5. Nach Art. 69 Abs. 1bis IVG, in Kraft seit dem 1. Juli 2006, ist in Abweichung von Art. 61 lit. a ATSG das Beschwerdeverfahren bei Streitigkeiten um die Bewilligung oder die Verweigerung von Leistungen der Invalidenversicherung kostenpflichtig. Der Anspruch auf berufliche Massnahmen oder eine Rente stellt eine Leistung der Invalidenversicherung dar. Die Verfahrenskosten werden nach dem Verfahrensaufwand und unabhängig vom Streitwert bemessen. Nachdem die Beschwerdegegnerin unterliegt, sind ihr die Verfahrenskosten von Fr. 800.-- aufzuerlegen.
Der Einzelrichter erkennt:
1. Die Beschwerde wird in dem Sinne gutgeheissen, dass die angefochtene Verfügung vom 16. Januar 2007 aufgehoben wird und die Sache an die Sozialversicherungsanstalt des Kantons Zürich, IV-Stelle, zurückgewiesen wird, damit diese, nach erfolgter Abklärung im Sinne der Erwägungen, neu verfüge.
2. Die Gerichtskosten von Fr. 800.-- werden der Beschwerdegegnerin auferlegt. Rechnung und Einzahlungsschein werden der Kostenpflichtigen nach Eintritt der Rechtskraft zugestellt.
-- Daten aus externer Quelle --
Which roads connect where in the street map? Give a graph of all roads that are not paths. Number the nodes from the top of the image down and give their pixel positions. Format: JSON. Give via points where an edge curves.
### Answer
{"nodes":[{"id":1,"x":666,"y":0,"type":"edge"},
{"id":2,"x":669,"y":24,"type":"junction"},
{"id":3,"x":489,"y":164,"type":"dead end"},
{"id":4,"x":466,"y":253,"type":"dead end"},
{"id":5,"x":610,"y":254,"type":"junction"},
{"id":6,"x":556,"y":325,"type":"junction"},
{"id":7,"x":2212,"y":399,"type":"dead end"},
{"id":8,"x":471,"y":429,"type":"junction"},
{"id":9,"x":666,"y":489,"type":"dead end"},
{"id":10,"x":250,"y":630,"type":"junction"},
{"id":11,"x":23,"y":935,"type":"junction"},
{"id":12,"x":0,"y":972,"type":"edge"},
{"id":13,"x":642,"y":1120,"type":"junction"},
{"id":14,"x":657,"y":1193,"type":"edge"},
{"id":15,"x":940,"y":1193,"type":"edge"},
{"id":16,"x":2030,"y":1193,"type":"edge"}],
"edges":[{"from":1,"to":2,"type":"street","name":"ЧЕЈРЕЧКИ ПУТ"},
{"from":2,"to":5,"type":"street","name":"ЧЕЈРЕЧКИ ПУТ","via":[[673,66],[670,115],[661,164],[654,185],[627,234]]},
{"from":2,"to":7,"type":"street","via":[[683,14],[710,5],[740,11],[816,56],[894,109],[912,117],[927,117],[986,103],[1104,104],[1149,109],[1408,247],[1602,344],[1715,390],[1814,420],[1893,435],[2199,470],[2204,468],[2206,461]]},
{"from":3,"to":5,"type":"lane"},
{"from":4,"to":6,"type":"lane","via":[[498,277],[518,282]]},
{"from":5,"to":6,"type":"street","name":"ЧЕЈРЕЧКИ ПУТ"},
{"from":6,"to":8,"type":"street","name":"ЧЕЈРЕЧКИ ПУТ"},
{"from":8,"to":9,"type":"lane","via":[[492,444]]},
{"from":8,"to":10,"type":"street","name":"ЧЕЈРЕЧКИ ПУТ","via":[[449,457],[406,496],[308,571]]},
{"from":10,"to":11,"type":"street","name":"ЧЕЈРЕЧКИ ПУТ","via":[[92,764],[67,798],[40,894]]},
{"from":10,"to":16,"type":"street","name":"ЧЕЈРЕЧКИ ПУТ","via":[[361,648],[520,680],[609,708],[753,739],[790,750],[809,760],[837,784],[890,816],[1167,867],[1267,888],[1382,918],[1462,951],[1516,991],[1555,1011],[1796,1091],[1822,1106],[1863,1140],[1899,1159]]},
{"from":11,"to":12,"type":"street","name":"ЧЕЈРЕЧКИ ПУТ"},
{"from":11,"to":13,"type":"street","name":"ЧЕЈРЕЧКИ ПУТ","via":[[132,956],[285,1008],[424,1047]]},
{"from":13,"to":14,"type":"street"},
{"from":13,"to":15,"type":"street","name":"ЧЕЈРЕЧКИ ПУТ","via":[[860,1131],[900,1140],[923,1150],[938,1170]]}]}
3. Zustellung gegen Empfangsschein an:
- X.___
- Sozialversicherungsanstalt des Kantons Zürich, IV-Stelle
- Bundesamt für Sozialversicherung
sowie nach Eintritt der Rechtskraft an:
- Gerichtskasse
4. Gegen diesen Entscheid kann innert 30 Tagen seit der Zustellung beim Bundesgericht Beschwerde eingereicht werden (Art. 90 ff. des Bundesgesetzes über das Bundesgericht, BGG). Die Frist steht während folgender Zeiten still: vom siebten Tag vor Ostern bis und mit dem siebten Tag nach Ostern, vom 15. Juli bis und mit 15. August sowie vom 18. Dezember bis und mit dem 2. Januar (Art. 46 BGG).
Die Beschwerdeschrift ist dem Bundesgericht, Schweizerhofquai 6, 6004 Luzern, zuzustellen.
Die Beschwerdeschrift hat die Begehren, deren Begründung mit Angabe der Beweismittel und die Unterschrift zu enthalten; der angefochtene Entscheid sowie die als Beweismittel angerufenen Urkunden sind beizulegen, soweit die Partei sie in Händen hat (Art. 42 BGG).